Царь-жаба же иное дело… Она только здесь водится, на их болоте, потому как болото не простое, особенное. Ну, так уж повезло им… Болото у них хоть невелико, да бездонное. Нет, конечно, где-то все ж дно имеется, может в версте, может в двух от поверхности. А на вид неглубоко – вода прозрачная, и кажется, вот оно, дно, рукой достанешь. Но если взять жердину, хоть десятисаженную, и торчком в то дно опустить – до конца вся уйдет, твердого не нащупает. Нет там дна, одна видимость, жижа илистая… Для Царь-жабы такая жижа – самое разлюбезное дело, она в ней живет-обитает, и чем больше жижи, тем лучше, потому как на зиму Царь-жаба на дно ныряет, до весны спать, да только если мелкое дно, доступное, тогда спится ей не крепко и тревожно, – вынырнет вверх и замерзнет враз, окостенеет от морозу. Многие видали, как лягухи по зиме костенеют, вот и Царь-жаба так же. Только лягухи потом оживут и вновь заскачут, а Царь-жаба нет – оттаявши, в жижу черную и зловонную превратится. Таким манером по всем болотам Царь-жабы и перевелись, только здесь одна и осталась. Одну из последних, по зиме замерзших, кривой Евдоким нашел, тот, что мельник под горой Пулковской. Давно уж тому, лет с десяток будет. Увез к себе, чтоб народ подивить, да сдуру не в холодных сенях положил, а в дом затащил. Утром глядь: лужа черная на полгорницы, и смердит, хоть святых выноси. Многие ту лужу видели и смрад тот нюхали, потом половицы Евдокиму пришлось менять, так все въелось…
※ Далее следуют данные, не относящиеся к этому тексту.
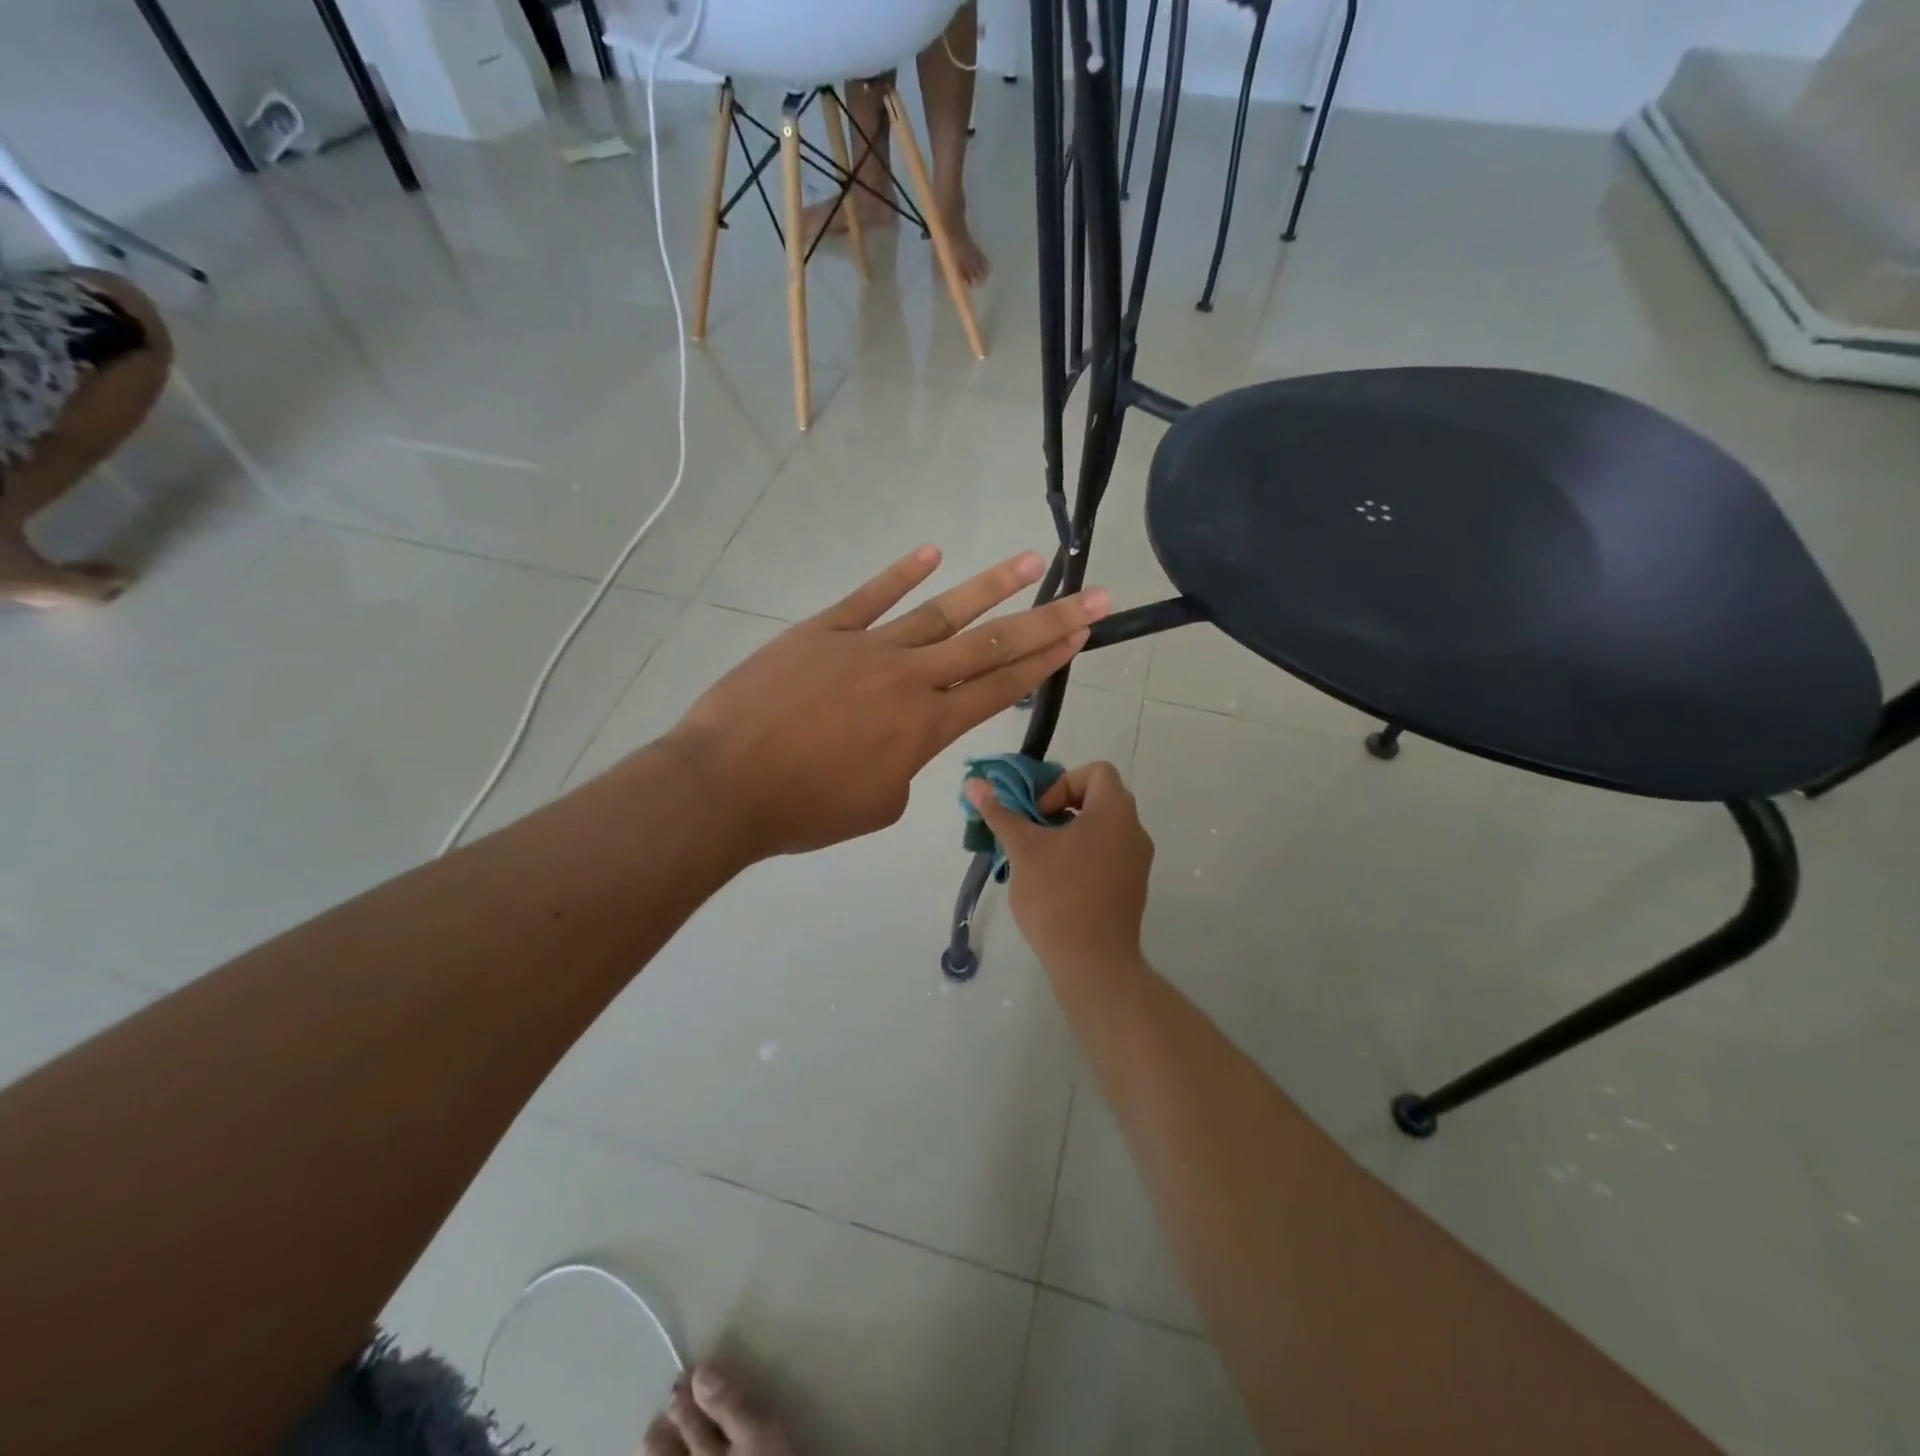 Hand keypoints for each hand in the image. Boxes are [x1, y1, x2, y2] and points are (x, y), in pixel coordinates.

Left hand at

Длинные жердины братья Волковы прихватили как раз для проверки рассказа о бездонности их болота – гать и вдвое меньшими нащупать можно. Когда удалились от стены камыша саженей на тридцать-сорок, пришло время проверки.
Проверять выпало Нике – Алеша шел впереди, нащупывая дорогу, а братова жердина оставалась не при деле. Если застрянет, не вытащится – убыток небольшой, одной обойдутся.
– Ну давай, проверяй, – понукал Алеша, остановясь и поворотившись к брату.
– Может, на возвратном пути? – предложил Ника. – Одна хорошо, а две надежнее.
– Да вон уже, трон виднеется! Совсем рядом… давай, проверяй.
Ника всмотрелся в ту сторону, куда указывал брат. Там и вправду проступал сквозь туман некий предмет, большой и темный. Смутно проступал, толком не разглядеть. Алеша стоял к нему ближе, чем брат, и, возможно, мог видеть лучше.
По словам Митрошки, у Царь-жабы, как у любого себя уважающего монарха, имелся трон. Выглядел он как огромный старый пень – не палаты царские вокруг, болото все же.
Многие на болото ходили и пень тот видели, и он, Митрошка, ходил. Большой пень, основательный, так и Царь-жаба не мала, лягушиный князек рядом с ней – как воробей рядом с аистом. И они, Ника и Алеша, могут к пню сходить, если гать найдут. А саму-то Царьжабу по светлу не увидать, спит она днем, лишь по ночам появляется, если ее не потревожить, конечно. А вот пень посмотреть братья могут.
Тут уж даже Алеша возмутился: чего им ради в топьто лезть? Ради пня обычного? Уж они пней повидали…
Митрошка остался невозмутим. Пень тот не обычный, а огромадный, такой пень еще поискать. А главное – отметины там есть, на пне, от когтя Царь-жабы, по бокам весь тот пень изодран, и следы когтя хорошо видны. Тем когтем Царь-жаба цепляется, когда на трон залезть хочет.
Коготь же у нее всего один, и на одной передней лапе, на правой. Зато какой! По размеру как сплавной багор будет, только костяной и острее в десять раз. Да то по пню хорошо видать – дерево мореное, прочное, а взрезано глубоко, словно баклушка липовая.
Другая передняя лапа, левая, у Царь-жабы и того странней, – ну точно рука человечья. Все при ней, и пять перстов, и гнутся, где полагается, и ногти нормальные, плоские, с когтями не схожие. А почему оно так, Митрошке неведомо. Но Царь-жабы все такие были, у мельника Евдокима от той, что нашел, коготь уцелел, в жижу не обернулся. Он его к палке подвязал, и ведро из колодца доставал, если обронит, и многие тот коготь видели. Но потом отвязался и утонул невзначай, до сих пор, верно, в колодце лежит.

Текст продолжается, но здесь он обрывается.